The problem: The data is to be set down once more, exactly as it reads.

Start of Data for analysis

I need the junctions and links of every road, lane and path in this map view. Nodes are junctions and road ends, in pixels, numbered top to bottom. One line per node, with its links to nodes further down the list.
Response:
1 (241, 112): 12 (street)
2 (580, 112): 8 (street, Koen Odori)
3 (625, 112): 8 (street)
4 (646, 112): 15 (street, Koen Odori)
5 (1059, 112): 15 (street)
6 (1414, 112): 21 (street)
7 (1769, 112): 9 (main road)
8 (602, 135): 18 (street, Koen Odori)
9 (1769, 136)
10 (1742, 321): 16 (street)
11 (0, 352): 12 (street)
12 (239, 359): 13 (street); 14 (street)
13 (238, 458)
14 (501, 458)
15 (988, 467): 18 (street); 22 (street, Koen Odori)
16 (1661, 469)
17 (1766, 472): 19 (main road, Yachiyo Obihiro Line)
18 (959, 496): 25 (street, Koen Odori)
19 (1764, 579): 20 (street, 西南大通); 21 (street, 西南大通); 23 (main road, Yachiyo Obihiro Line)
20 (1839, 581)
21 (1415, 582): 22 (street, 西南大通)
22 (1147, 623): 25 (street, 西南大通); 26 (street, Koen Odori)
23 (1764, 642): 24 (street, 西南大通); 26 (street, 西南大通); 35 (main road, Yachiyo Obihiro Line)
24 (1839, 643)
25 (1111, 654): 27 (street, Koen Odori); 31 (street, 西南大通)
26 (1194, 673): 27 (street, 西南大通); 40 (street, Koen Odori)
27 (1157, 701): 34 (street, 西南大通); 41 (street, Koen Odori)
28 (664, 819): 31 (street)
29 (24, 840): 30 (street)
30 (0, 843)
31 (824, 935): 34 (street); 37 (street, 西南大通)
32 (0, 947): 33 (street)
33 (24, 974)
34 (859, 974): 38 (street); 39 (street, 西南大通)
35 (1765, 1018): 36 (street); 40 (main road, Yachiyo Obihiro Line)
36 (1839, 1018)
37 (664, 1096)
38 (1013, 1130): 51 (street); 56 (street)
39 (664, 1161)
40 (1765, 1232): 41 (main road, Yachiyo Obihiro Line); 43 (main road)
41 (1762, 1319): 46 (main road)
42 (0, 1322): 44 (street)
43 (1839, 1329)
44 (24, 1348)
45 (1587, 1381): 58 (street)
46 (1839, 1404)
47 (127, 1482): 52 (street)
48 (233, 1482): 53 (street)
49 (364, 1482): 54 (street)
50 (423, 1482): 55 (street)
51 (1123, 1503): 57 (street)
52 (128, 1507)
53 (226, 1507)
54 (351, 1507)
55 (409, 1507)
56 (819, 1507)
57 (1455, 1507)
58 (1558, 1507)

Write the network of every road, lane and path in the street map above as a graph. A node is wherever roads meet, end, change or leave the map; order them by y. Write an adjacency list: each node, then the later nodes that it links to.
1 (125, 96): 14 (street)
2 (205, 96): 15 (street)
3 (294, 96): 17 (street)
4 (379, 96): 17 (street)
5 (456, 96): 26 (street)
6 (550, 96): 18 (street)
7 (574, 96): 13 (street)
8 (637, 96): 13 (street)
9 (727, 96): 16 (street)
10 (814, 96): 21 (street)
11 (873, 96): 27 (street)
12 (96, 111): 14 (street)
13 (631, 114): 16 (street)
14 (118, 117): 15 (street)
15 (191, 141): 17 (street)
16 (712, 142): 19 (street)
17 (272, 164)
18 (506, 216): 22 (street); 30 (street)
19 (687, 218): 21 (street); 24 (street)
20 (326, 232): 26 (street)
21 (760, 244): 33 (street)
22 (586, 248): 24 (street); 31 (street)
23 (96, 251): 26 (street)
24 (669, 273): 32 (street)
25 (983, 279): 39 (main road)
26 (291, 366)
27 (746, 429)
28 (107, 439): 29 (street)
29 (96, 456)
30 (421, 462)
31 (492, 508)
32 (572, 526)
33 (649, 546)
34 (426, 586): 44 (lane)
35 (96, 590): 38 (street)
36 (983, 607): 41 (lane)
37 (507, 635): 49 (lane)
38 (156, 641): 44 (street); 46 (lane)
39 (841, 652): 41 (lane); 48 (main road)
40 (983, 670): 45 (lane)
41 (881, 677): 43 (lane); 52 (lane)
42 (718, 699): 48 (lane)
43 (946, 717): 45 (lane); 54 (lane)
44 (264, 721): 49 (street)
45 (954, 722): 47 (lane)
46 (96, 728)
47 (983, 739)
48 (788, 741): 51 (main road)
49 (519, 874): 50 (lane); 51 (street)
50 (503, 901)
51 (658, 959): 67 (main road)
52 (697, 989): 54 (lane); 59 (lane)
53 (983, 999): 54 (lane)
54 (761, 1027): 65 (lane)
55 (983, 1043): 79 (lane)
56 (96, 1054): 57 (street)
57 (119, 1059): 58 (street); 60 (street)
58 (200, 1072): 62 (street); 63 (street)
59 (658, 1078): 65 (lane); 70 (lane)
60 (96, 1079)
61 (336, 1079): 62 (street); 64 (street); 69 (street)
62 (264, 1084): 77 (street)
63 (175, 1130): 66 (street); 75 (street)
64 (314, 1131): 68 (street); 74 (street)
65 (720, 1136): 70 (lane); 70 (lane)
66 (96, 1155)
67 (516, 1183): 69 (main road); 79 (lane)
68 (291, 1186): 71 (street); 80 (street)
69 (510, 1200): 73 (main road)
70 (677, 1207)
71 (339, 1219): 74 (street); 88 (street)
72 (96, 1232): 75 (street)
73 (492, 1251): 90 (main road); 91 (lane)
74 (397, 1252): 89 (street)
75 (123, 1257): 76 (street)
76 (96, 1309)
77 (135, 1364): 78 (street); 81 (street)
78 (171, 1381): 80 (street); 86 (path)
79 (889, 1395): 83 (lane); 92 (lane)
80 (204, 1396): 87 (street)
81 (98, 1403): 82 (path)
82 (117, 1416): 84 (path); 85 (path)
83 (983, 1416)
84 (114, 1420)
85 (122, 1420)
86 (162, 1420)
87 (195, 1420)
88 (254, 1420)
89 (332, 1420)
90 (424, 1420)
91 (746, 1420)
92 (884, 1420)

End of Data for analysis

Exercise solution:
I need the junctions and links of every road, lane and path in this map view. Nodes are junctions and road ends, in pixels, numbered top to bottom. One line per node, with its links to nodes further down the list.
Response:
1 (241, 112): 12 (street)
2 (580, 112): 8 (street, Koen Odori)
3 (625, 112): 8 (street)
4 (646, 112): 15 (street, Koen Odori)
5 (1059, 112): 15 (street)
6 (1414, 112): 21 (street)
7 (1769, 112): 9 (main road)
8 (602, 135): 18 (street, Koen Odori)
9 (1769, 136)
10 (1742, 321): 16 (street)
11 (0, 352): 12 (street)
12 (239, 359): 13 (street); 14 (street)
13 (238, 458)
14 (501, 458)
15 (988, 467): 18 (street); 22 (street, Koen Odori)
16 (1661, 469)
17 (1766, 472): 19 (main road, Yachiyo Obihiro Line)
18 (959, 496): 25 (street, Koen Odori)
19 (1764, 579): 20 (street, 西南大通); 21 (street, 西南大通); 23 (main road, Yachiyo Obihiro Line)
20 (1839, 581)
21 (1415, 582): 22 (street, 西南大通)
22 (1147, 623): 25 (street, 西南大通); 26 (street, Koen Odori)
23 (1764, 642): 24 (street, 西南大通); 26 (street, 西南大通); 35 (main road, Yachiyo Obihiro Line)
24 (1839, 643)
25 (1111, 654): 27 (street, Koen Odori); 31 (street, 西南大通)
26 (1194, 673): 27 (street, 西南大通); 40 (street, Koen Odori)
27 (1157, 701): 34 (street, 西南大通); 41 (street, Koen Odori)
28 (664, 819): 31 (street)
29 (24, 840): 30 (street)
30 (0, 843)
31 (824, 935): 34 (street); 37 (street, 西南大通)
32 (0, 947): 33 (street)
33 (24, 974)
34 (859, 974): 38 (street); 39 (street, 西南大通)
35 (1765, 1018): 36 (street); 40 (main road, Yachiyo Obihiro Line)
36 (1839, 1018)
37 (664, 1096)
38 (1013, 1130): 51 (street); 56 (street)
39 (664, 1161)
40 (1765, 1232): 41 (main road, Yachiyo Obihiro Line); 43 (main road)
41 (1762, 1319): 46 (main road)
42 (0, 1322): 44 (street)
43 (1839, 1329)
44 (24, 1348)
45 (1587, 1381): 58 (street)
46 (1839, 1404)
47 (127, 1482): 52 (street)
48 (233, 1482): 53 (street)
49 (364, 1482): 54 (street)
50 (423, 1482): 55 (street)
51 (1123, 1503): 57 (street)
52 (128, 1507)
53 (226, 1507)
54 (351, 1507)
55 (409, 1507)
56 (819, 1507)
57 (1455, 1507)
58 (1558, 1507)

Write the network of every road, lane and path in the street map above as a graph. A node is wherever roads meet, end, change or leave the map; order them by y. Write an adjacency list: each node, then the later nodes that it links to.
1 (125, 96): 14 (street)
2 (205, 96): 15 (street)
3 (294, 96): 17 (street)
4 (379, 96): 17 (street)
5 (456, 96): 26 (street)
6 (550, 96): 18 (street)
7 (574, 96): 13 (street)
8 (637, 96): 13 (street)
9 (727, 96): 16 (street)
10 (814, 96): 21 (street)
11 (873, 96): 27 (street)
12 (96, 111): 14 (street)
13 (631, 114): 16 (street)
14 (118, 117): 15 (street)
15 (191, 141): 17 (street)
16 (712, 142): 19 (street)
17 (272, 164)
18 (506, 216): 22 (street); 30 (street)
19 (687, 218): 21 (street); 24 (street)
20 (326, 232): 26 (street)
21 (760, 244): 33 (street)
22 (586, 248): 24 (street); 31 (street)
23 (96, 251): 26 (street)
24 (669, 273): 32 (street)
25 (983, 279): 39 (main road)
26 (291, 366)
27 (746, 429)
28 (107, 439): 29 (street)
29 (96, 456)
30 (421, 462)
31 (492, 508)
32 (572, 526)
33 (649, 546)
34 (426, 586): 44 (lane)
35 (96, 590): 38 (street)
36 (983, 607): 41 (lane)
37 (507, 635): 49 (lane)
38 (156, 641): 44 (street); 46 (lane)
39 (841, 652): 41 (lane); 48 (main road)
40 (983, 670): 45 (lane)
41 (881, 677): 43 (lane); 52 (lane)
42 (718, 699): 48 (lane)
43 (946, 717): 45 (lane); 54 (lane)
44 (264, 721): 49 (street)
45 (954, 722): 47 (lane)
46 (96, 728)
47 (983, 739)
48 (788, 741): 51 (main road)
49 (519, 874): 50 (lane); 51 (street)
50 (503, 901)
51 (658, 959): 67 (main road)
52 (697, 989): 54 (lane); 59 (lane)
53 (983, 999): 54 (lane)
54 (761, 1027): 65 (lane)
55 (983, 1043): 79 (lane)
56 (96, 1054): 57 (street)
57 (119, 1059): 58 (street); 60 (street)
58 (200, 1072): 62 (street); 63 (street)
59 (658, 1078): 65 (lane); 70 (lane)
60 (96, 1079)
61 (336, 1079): 62 (street); 64 (street); 69 (street)
62 (264, 1084): 77 (street)
63 (175, 1130): 66 (street); 75 (street)
64 (314, 1131): 68 (street); 74 (street)
65 (720, 1136): 70 (lane); 70 (lane)
66 (96, 1155)
67 (516, 1183): 69 (main road); 79 (lane)
68 (291, 1186): 71 (street); 80 (street)
69 (510, 1200): 73 (main road)
70 (677, 1207)
71 (339, 1219): 74 (street); 88 (street)
72 (96, 1232): 75 (street)
73 (492, 1251): 90 (main road); 91 (lane)
74 (397, 1252): 89 (street)
75 (123, 1257): 76 (street)
76 (96, 1309)
77 (135, 1364): 78 (street); 81 (street)
78 (171, 1381): 80 (street); 86 (path)
79 (889, 1395): 83 (lane); 92 (lane)
80 (204, 1396): 87 (street)
81 (98, 1403): 82 (path)
82 (117, 1416): 84 (path); 85 (path)
83 (983, 1416)
84 (114, 1420)
85 (122, 1420)
86 (162, 1420)
87 (195, 1420)
88 (254, 1420)
89 (332, 1420)
90 (424, 1420)
91 (746, 1420)
92 (884, 1420)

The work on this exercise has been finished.